Capstone-Project---Two
Currently rental bikes are introduced in many urban cities for the enhancement of mobility comfort. The purpose of this movement is to modernize cities and encourage people to head to a green world. Let's take the examples of Paris in 2007, where "velibs" were introduced and Amsterdam, where there are more bikes than cars. The goal is to facilitate the commute in the Seoul and reduce the amount of cars and the pollution. Indeed, the development of the way to commute reduced the use of cars to go to work and visit the city.
It is important to make the rental bike available and accessible to the public, as it provides many alternatives to commuters in metropolises. There are a lot of advantages to bike rents, it is convenient because it permits people not to keep the bike all day long, whether it is at work or at school. Furthermore it is the healthiest way to travel and it has many environmental benefits.
The studied dataset contains weather information which are the features (Temperature, Humidity, Wind speed, Visibility, Dew point, Solar radiation, Snowfall, Rainfall), the target is the number of bikes rented per hour and date information. The dataset presents the company's data between December the 1st of 2017 and finishes one year later.
How many bikes are rented per hour in function of weather conditions ?

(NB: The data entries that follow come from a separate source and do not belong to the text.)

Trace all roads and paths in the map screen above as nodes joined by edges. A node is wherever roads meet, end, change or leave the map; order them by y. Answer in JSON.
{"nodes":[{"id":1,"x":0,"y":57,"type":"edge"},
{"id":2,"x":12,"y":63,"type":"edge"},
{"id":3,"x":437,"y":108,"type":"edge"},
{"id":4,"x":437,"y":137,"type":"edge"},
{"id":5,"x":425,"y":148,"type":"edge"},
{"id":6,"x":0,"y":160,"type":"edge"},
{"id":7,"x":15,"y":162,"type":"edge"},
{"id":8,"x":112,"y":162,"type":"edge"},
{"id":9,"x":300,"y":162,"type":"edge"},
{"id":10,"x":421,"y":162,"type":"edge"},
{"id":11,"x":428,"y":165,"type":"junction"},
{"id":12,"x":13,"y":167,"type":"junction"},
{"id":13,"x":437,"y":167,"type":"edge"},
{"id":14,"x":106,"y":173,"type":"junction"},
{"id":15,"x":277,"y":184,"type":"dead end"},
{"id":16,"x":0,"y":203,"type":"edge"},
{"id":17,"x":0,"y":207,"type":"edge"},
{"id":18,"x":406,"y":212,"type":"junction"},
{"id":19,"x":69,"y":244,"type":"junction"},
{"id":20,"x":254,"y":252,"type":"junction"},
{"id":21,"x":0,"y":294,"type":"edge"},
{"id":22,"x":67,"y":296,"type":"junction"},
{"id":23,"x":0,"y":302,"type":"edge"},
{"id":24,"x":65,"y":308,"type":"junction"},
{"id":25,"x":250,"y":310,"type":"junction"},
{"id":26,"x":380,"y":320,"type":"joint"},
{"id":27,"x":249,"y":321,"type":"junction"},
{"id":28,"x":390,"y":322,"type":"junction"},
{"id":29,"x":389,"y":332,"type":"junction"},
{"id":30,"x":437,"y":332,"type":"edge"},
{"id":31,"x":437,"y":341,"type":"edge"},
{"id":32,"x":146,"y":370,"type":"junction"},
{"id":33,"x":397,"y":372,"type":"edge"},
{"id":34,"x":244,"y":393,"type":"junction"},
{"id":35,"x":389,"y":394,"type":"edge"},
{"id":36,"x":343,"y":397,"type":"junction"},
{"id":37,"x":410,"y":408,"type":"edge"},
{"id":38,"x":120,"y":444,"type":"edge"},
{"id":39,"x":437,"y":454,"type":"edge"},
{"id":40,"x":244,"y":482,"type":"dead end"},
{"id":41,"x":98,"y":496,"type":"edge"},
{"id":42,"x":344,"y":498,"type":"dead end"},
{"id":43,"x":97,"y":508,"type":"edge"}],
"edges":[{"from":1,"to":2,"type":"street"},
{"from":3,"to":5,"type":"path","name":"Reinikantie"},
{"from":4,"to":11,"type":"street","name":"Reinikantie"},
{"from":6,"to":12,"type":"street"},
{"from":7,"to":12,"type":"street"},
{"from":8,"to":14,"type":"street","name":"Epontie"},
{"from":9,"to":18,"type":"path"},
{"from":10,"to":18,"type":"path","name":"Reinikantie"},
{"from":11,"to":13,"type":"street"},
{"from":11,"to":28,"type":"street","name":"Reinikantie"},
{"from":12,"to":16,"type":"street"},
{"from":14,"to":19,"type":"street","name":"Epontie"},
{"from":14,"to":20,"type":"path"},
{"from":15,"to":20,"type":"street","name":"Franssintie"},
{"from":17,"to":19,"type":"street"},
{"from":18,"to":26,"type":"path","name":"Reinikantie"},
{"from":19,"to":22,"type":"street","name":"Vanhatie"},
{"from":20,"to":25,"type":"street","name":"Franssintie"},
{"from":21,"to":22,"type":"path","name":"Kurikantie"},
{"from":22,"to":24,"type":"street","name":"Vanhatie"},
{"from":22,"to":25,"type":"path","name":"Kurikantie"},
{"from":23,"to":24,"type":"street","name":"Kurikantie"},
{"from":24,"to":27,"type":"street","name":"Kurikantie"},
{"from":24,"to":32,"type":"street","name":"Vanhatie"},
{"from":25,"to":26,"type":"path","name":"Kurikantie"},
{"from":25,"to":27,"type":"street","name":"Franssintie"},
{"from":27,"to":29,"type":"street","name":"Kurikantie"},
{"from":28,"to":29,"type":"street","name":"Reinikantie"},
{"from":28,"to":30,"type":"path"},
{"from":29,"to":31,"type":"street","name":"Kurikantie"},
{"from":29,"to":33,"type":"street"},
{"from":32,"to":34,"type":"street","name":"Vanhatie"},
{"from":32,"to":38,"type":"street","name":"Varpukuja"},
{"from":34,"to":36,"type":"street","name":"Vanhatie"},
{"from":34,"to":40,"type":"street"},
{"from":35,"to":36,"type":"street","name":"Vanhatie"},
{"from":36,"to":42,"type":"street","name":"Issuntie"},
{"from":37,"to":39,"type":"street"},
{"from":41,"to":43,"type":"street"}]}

The goal of the company Seoul Bike is providing the city with a stable supply of rental bikes. It becomes a major concern to keep user satisfied. The crucial part is the prediction of bike count rents at each hour for a stable supply of rental bikes. We can suppose that this study could be reported to the company 'Seoul Bikes'. We think it could help them knowing if yes or not they have to supply bikes stations in the city, in order to keep a good satisfaction of the customers.
You can find the dataset necessary for the analysis on following link : https://archive.ics.uci.edu/ml/datasets/Seoul+Bike+Sharing+Demand#
Data Description
The dataset contains weather information (Temperature, Humidity, Windspeed, Visibility, Dewpoint, Solar radiation, Snowfall, Rainfall), the number of bikes rented per hour, and date information.

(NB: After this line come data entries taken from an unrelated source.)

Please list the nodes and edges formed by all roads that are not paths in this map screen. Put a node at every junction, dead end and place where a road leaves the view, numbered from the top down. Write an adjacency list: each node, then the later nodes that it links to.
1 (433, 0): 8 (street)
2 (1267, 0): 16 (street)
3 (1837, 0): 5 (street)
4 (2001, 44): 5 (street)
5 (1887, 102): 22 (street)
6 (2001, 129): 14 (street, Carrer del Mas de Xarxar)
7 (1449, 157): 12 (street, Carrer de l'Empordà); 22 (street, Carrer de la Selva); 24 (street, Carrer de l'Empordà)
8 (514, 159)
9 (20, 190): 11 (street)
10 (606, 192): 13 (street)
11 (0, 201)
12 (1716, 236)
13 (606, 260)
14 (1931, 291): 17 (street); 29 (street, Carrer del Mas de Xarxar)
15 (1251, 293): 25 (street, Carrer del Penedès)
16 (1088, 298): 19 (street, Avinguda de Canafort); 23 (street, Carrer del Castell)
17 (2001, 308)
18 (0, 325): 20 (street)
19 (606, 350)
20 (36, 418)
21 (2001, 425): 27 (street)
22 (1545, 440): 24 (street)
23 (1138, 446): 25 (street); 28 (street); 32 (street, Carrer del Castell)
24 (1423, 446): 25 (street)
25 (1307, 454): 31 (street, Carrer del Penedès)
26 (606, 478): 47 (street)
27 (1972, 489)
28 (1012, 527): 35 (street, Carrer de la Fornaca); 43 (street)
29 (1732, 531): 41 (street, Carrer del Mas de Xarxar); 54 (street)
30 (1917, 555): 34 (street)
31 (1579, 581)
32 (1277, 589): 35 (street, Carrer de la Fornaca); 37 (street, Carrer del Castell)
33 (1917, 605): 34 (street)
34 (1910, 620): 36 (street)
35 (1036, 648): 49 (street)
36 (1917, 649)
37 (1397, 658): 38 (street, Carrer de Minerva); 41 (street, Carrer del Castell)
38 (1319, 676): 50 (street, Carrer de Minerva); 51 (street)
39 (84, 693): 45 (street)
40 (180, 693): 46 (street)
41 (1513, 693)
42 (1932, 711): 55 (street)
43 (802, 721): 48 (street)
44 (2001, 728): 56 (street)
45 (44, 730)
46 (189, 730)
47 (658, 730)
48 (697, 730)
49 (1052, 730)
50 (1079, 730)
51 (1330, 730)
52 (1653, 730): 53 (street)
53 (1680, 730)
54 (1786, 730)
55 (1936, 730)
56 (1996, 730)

Attribute Information: Date : year-month-day Rented Bike count - Count of bikes rented at each hour Hour - Hour of he day Temperature-Temperature in Celsius Humidity - % Windspeed - m/s Visibility - 10m Dew point temperature - Celsius Solar radiation - MJ/m2 Rainfall - mm Snowfall - cm Seasons - Winter, Spring, Summer, Autumn Holiday - Holiday/No holiday Functional Day - NoFunc(Non Functional Hours), Fun(Functional hours)
Steps involved:
The following steps are involved in the project
1. EXPLORATORY DATA ANALYSIS :
After loading and reading the dataset in the notebook, we performed EDA. Comparing target variable which is bike rentals counts with other independent variables. This process helped us figure out various aspects and relationships among the target and the independent variables and also we observed the distribution of variables. It gave us a better idea that how the feature behaves with the target variable.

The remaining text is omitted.